Well, this would be prone to abuse.

The time spent in that driver callback counts as CPU idle time while
it really is the driver running and there is not limit on how much
time the callback can take, while doing costly things in the idle loop
is generally avoided, because on wakeup the CPU needs to be available
to the task needing it as soon as possible.  IOW, the callback
potentially add unbounded latency to the CPU wakeup path.
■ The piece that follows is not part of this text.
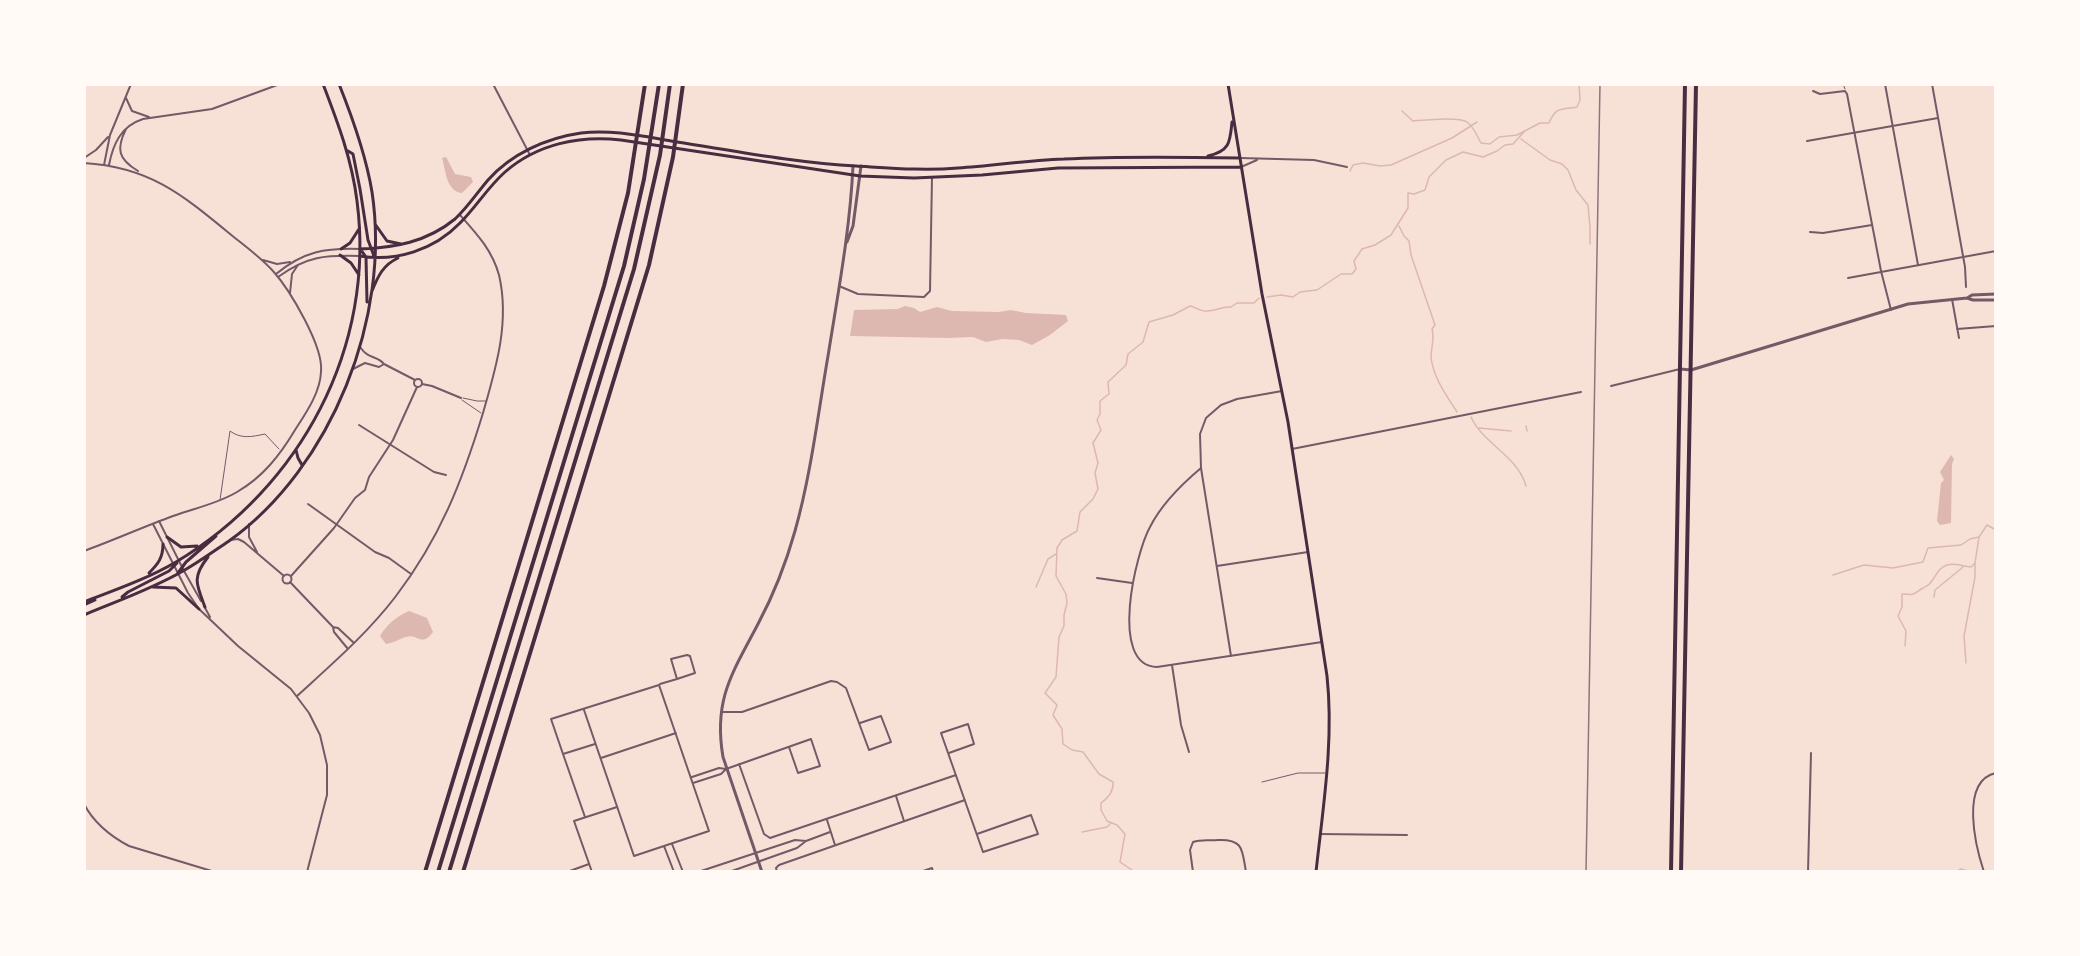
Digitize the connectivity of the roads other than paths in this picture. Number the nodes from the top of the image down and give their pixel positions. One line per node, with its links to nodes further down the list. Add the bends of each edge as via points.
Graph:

Stefan Hajnoczi July 26, 2021, 4:01 p.m. UTC | #6
On Mon, Jul 26, 2021 at 05:47:19PM +0200, Rafael J. Wysocki wrote:
> On Mon, Jul 26, 2021 at 5:17 PM Stefan Hajnoczi <stefanha@redhat.com> wrote:
> >
> > On Thu, Jul 22, 2021 at 05:04:57PM +0800, Jason Wang wrote:
> > >
> > > 在 2021/7/21 下午5:41, Stefan Hajnoczi 写道:
> > > > On Wed, Jul 21, 2021 at 11:29:55AM +0800, Jason Wang wrote:
> > > > > 在 2021/7/14 上午12:19, Stefan Hajnoczi 写道:
> > > > > > These patches are not polished yet but I would like request feedback on this
> > > > > > approach and share performance results with you.
> > > > > >
> > > > > > Idle CPUs tentatively enter a busy wait loop before halting when the cpuidle
> > > > > > haltpoll driver is enabled inside a virtual machine. This reduces wakeup
> > > > > > latency for events that occur soon after the vCPU becomes idle.
> > > > > >
> > > > > > This patch series extends the cpuidle busy wait loop with the new poll_source
> > > > > > API so drivers can participate in polling. Such polling-aware drivers disable
> > > > > > their device's irq during the busy wait loop to avoid the cost of interrupts.
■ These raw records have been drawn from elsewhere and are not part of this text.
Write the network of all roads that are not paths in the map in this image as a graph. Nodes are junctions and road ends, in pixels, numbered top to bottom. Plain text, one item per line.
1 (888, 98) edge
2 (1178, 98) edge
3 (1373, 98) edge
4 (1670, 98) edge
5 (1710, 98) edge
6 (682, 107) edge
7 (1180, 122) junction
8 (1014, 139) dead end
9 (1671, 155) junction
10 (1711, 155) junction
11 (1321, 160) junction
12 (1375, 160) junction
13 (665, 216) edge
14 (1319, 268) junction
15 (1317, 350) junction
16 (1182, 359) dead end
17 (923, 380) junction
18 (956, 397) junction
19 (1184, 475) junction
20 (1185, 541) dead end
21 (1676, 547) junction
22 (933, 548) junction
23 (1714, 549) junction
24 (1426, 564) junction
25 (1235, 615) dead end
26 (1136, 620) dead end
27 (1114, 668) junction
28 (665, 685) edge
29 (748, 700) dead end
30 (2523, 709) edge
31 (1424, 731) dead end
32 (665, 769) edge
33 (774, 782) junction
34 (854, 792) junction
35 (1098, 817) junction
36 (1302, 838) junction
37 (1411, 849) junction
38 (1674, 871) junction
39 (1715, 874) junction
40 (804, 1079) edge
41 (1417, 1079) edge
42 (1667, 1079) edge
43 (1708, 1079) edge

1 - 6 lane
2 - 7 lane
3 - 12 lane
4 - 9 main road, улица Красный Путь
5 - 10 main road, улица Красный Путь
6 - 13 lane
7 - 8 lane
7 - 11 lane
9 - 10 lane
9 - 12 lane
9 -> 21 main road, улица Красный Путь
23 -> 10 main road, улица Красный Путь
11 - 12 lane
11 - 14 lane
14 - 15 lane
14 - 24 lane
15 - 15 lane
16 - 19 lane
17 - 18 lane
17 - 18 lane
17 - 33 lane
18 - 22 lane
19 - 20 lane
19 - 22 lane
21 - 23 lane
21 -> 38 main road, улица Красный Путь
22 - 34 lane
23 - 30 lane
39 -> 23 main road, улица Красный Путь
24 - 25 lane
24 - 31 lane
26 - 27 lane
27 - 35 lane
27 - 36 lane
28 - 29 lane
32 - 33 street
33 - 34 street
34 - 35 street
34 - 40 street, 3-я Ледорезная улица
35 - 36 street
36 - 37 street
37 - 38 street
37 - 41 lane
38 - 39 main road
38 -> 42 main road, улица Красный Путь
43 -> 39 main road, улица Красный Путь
> > > > > > This reduces latency further than regular cpuidle haltpoll, which still relies
> > > > > > on irqs.
> > > > > >
> > > > > > Virtio drivers are modified to use the poll_source API so all virtio device
> > > > > > types get this feature. The following virtio-blk fio benchmark results show the
> > > > > > improvement:
> > > > > >
> > > > > >                IOPS (numjobs=4, iodepth=1, 4 virtqueues)
> > > > > >                  before   poll_source      io_poll
> > > > > > 4k randread    167102  186049 (+11%)  186654 (+11%)
> > > > > > 4k randwrite   162204  181214 (+11%)  181850 (+12%)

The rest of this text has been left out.